Arc Forumnew | comments | leaders | submitlogin
1 point by rkts 5874 days ago | link | parent

Here's mine. It seems to be faster than the versions presented so far, assuming I haven't made any dumb mistakes. You'll have to put

  (xdef 'sub substring)
in your ac.scm first.

  (= wordfile "big.txt")

  (= *nwords* (table))

  (w/infile f wordfile (whilet l readline.f (counts (tokens downcase.l whitec) *nwords*)))

  (= str [coerce _ 'string])

  (= alphabet (accum a (each c "abcdefghijklmnopqrstuvwxyz" (a str.c))))

  (def edits1 (w)
    (let n len.w
      (accum a
        (for i 0 (- n 1) (a:+ (sub w 0 i) (sub w (+ i 1))))
        (for i 0 (- n 2) (a:+ (sub w 0 i) (str:w (+ i 1)) (str:w i) (sub w (+ i 2))))
        (for i 0 (- n 1) (each c alphabet (a:+ (sub w 0 i) c (sub w (+ i 1)))))
        (for i 0 n       (each c alphabet (a:+ (sub w 0 i) c (sub w i)))))))

  (def known (ws) (keep [*nwords* _] ws))

  (def known-edits2 (w)
    (accum a (each e edits1.w (each e edits1.e (if *nwords*.e a.e)))))

  (def correct (w)
    (best (compare > [*nwords* _])
          (or (known:list w) (known:edits1 w) (known-edits2 w))))
The main optimizations I made were replacing cut with sub, replacing string with +, and dropping the dedup.


1 point by rkts 5874 days ago | link

Also, here's a version which uses iterators to reduce consing. It's ~2x faster on long words (again, assuming no blunders on my part).

  (= wordfile "big.txt")

  (= *nwords* (table))

  (w/infile f wordfile (whilet l readline.f (counts (tokens downcase.l whitec) *nwords*)))

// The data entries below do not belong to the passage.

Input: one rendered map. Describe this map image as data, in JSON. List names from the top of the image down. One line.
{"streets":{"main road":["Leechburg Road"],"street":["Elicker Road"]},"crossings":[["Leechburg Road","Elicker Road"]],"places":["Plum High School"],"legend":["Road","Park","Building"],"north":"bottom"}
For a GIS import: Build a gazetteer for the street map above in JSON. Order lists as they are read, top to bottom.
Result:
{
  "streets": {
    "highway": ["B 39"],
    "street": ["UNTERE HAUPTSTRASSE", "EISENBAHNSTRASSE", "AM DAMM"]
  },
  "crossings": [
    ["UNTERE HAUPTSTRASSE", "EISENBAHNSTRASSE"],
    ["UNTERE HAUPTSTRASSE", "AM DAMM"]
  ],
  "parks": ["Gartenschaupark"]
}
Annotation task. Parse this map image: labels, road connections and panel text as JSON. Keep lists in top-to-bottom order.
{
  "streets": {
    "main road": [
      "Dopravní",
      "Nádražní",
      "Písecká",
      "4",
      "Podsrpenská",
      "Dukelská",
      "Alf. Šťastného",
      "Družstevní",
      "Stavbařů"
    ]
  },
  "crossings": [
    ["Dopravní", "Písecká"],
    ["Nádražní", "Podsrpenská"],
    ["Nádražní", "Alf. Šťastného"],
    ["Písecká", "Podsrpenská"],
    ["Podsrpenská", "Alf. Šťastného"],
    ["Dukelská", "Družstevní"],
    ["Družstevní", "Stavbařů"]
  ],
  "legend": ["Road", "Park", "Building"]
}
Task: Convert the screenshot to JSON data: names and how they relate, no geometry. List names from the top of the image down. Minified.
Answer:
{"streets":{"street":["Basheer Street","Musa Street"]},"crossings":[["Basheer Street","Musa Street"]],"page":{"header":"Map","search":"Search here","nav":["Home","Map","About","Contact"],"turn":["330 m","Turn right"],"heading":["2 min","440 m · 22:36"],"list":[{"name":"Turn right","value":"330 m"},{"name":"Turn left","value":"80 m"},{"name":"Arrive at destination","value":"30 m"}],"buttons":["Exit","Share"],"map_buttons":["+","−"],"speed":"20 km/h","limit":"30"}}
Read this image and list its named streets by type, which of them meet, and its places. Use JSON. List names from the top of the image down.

  (= str [coerce _ 'string])

  (= alphabet (accum a (each c "abcdefghijklmnopqrstuvwxyz" (a str.c))))

  (def edits1 (w)
    (fn (f)
      (let n len.w
        (for i 0 (- n 1) (f:+ (sub w 0 i) (sub w (+ i 1))))
        (for i 0 (- n 2) (f:+ (sub w 0 i) (str:w (+ i 1)) (str:w i) (sub w (+ i 2))))
        (for i 0 (- n 1) (each c alphabet (f:+ (sub w 0 i) c (sub w (+ i 1)))))
        (for i 0 n       (each c alphabet (f:+ (sub w 0 i) c (sub w i)))))))

  (def editsn (n w)
    (let ws [_ w]
      (for i 1 n (= ws imappend.edits1.ws))
      (iornil:ikeep [*nwords* _] ws)))

  (def correct (w)
    (aif (or editsn.0.w editsn.1.w editsn.2.w)
      (ibest (compare > [*nwords* _]) it)))

  ; iterator utils

  (def iempty (i) (ccc (fn (c) (i [c nil]) t)))

  (def iornil (i) (and (~iempty i) i))

  (def imappend (r i) (fn (f) (i [r._ f])))

  (def ikeep (p i) (fn (f) (i [if p._ f._])))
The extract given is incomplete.